The comments set the stage for a lengthy coalition battle and comes after senior Lib Dems warned there would be "consequences" if Mr Cameron did not find a way to win round his backbenchers.
It has already been suggested that the Lib Dems could block boundary changes in retaliation, a move that could cost the Tories up to 20 seats at the next general election.
With Labour backing the coalition's reforms, MPs voted by 462 votes to 124 in favour of a second reading of the Bill on Tuesday night, giving a massive majority of 338.
But amid a mood of bitterness and recrimination on the coalition benches, 91 Tory MPs defied David Cameron and voted against the reforms in the biggest rebellion of this Parliament.
The Prime Minister reportedly angrily confronted one of the rebel ringleaders, Jesse Norman, following the vote and accused him of not behaving honorably.
And there was a separate incident in which Mr Norman was approached by Tory whips as he drank in a Commons bar and told he should leave the building.
Two junior Government ministers, Angie Bray and Conor Burns, who had been warned they would be sacked if they carried out their threat to rebel, were among those to go against the Government.
Ms Bray was sacked immediately after the vote from her job as parliamentary private secretary to Cabinet Office minister Francis Maude and Mr Burns earlier resigned as aide to Northern Ireland Secretary Owen Paterson.
"I knew this was the consequence," Ms Bray said. "I am very sorry that I found myself in this position because I have very much enjoyed working for Francis Maude."
Senior Tory MPs rebelling were led by Father of the House Sir Peter Tapsell and included 1922 Committee chairman Graham Brady, former Deputy Speaker Sir Alan Haselhurst, David Davis, Bernard Jenkin and John Whittingdale.
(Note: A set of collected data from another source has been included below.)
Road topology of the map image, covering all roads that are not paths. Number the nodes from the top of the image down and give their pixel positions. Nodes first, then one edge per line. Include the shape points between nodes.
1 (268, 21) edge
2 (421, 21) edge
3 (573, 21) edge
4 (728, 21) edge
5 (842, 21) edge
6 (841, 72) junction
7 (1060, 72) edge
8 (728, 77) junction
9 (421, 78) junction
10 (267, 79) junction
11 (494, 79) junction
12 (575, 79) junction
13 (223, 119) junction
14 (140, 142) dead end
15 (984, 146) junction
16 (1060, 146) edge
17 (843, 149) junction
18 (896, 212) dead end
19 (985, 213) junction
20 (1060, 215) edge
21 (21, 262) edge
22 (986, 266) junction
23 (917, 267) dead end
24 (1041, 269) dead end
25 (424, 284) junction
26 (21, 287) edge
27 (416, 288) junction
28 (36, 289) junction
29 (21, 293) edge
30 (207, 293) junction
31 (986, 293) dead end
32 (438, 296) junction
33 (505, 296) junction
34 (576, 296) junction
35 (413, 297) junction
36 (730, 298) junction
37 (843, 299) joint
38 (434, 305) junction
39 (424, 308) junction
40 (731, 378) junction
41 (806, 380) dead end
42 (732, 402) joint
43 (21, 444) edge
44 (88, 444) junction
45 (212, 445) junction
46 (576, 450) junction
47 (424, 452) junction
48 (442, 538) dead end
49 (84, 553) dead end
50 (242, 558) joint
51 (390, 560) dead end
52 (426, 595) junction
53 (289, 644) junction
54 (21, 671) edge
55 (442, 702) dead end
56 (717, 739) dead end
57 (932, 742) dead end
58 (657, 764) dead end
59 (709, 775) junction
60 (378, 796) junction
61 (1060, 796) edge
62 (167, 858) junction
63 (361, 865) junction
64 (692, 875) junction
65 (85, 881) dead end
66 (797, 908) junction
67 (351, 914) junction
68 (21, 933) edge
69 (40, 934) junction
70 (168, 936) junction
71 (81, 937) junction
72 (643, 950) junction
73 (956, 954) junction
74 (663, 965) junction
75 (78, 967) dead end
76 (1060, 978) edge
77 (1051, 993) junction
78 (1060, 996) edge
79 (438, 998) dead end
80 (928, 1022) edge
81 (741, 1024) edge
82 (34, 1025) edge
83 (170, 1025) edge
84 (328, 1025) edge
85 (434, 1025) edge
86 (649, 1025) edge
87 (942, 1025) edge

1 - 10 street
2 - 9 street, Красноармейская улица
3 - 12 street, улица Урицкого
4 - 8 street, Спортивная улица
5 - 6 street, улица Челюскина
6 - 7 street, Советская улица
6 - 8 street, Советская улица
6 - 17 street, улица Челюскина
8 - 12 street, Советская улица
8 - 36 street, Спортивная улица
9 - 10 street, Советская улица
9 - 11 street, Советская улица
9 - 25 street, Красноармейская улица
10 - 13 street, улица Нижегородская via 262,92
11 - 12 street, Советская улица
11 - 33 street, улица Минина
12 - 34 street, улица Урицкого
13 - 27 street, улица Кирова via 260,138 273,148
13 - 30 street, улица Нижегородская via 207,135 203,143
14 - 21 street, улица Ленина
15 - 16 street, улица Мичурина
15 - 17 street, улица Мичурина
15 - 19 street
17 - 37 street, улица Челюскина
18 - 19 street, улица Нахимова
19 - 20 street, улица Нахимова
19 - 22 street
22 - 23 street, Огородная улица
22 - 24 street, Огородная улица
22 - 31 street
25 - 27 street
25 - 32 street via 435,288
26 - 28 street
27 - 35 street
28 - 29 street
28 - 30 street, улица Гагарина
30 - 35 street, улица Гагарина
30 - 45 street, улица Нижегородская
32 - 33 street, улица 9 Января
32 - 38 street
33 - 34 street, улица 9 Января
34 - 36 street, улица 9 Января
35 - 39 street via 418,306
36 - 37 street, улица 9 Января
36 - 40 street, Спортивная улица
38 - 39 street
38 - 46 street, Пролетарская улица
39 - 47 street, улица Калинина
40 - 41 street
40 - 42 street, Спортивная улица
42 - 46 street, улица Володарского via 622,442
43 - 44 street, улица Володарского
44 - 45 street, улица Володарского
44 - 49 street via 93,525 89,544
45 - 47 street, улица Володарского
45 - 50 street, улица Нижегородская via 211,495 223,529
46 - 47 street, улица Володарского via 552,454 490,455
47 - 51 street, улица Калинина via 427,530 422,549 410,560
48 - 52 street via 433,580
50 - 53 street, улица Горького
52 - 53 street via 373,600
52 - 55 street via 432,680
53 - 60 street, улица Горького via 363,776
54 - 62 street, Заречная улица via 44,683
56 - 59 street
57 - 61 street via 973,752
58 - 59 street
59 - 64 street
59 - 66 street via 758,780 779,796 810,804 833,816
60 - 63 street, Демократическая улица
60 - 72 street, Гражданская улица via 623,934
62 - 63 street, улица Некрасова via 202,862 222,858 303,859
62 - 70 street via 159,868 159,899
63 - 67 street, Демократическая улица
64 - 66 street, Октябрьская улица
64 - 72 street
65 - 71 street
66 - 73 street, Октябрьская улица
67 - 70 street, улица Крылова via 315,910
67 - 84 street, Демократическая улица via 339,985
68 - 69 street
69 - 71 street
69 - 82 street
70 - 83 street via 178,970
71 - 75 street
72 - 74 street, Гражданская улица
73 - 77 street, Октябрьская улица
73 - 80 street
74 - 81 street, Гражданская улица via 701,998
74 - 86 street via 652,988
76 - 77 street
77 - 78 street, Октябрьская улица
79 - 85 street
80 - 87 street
And they included former ministers Sir Malcolm Rifkind, Peter Lilley, John Redwood, Christopher Chope, Edward Leigh and Sir Winston Churchill's grandson Nicholas Soames.
But there was also a large number of the 2010 Tory intake among the rebels, including Tracey Crouch, Nick de Bois, Caroline Dineage, George Eustice, Philip Lee, Louise Mensch, Penny Mordaunt, Bob Stewart, Rory Stewart and Robin Walker.
Some 26 Labour rebels voting against a second reading, including veteran ex-ministers Margaret Beckett, David Blunkett, Frank Field, Kate Hoey, Sir Gerald Kaufman and Geoffrey Robinson.
The vote came hours after Commons Leader Sir George Young announced a dramatic Government climbdown by withdrawing a timetable motion on which the coalition had been facing near-certain defeat by Labour and Conservative rebels.
The motion had proposed limiting debate on the Bill to 10 days but was opposed by many Tories as well as the Labour Party, who wanted more time for scrutiny.
Sir George told MPs: "We remain committed to making progress on Lords reform and with second reading behind us we will then consider how best to take this agenda forward and how best to secure progress through the House for reforms that have the backing of this House."
He said he would put forward a new timetable motion - regarded as vital for the Bill to make progress through the Commons and prevent time wasting and delaying tactics by opponents - in the autumn.
But rebels insist they will threaten to defeat the Government once again and so the Bill may still be blocked by opponents. Following the withdrawal, Mr Norman said: "The Bill is a dead duck."
During the second day of the Commons debate on the reforms, there were ugly clashes between Conservative rebels and Liberal Democrat MPs.
And when Mr Burns announced his resignation from the Government in his speech during the debate, he was cheered loudly by fellow rebels.
"I couldn't look myself in the eye if I voted for this Bill at second reading and clearly that is incompatible with membership of Her Majesty's Government," he told MPs.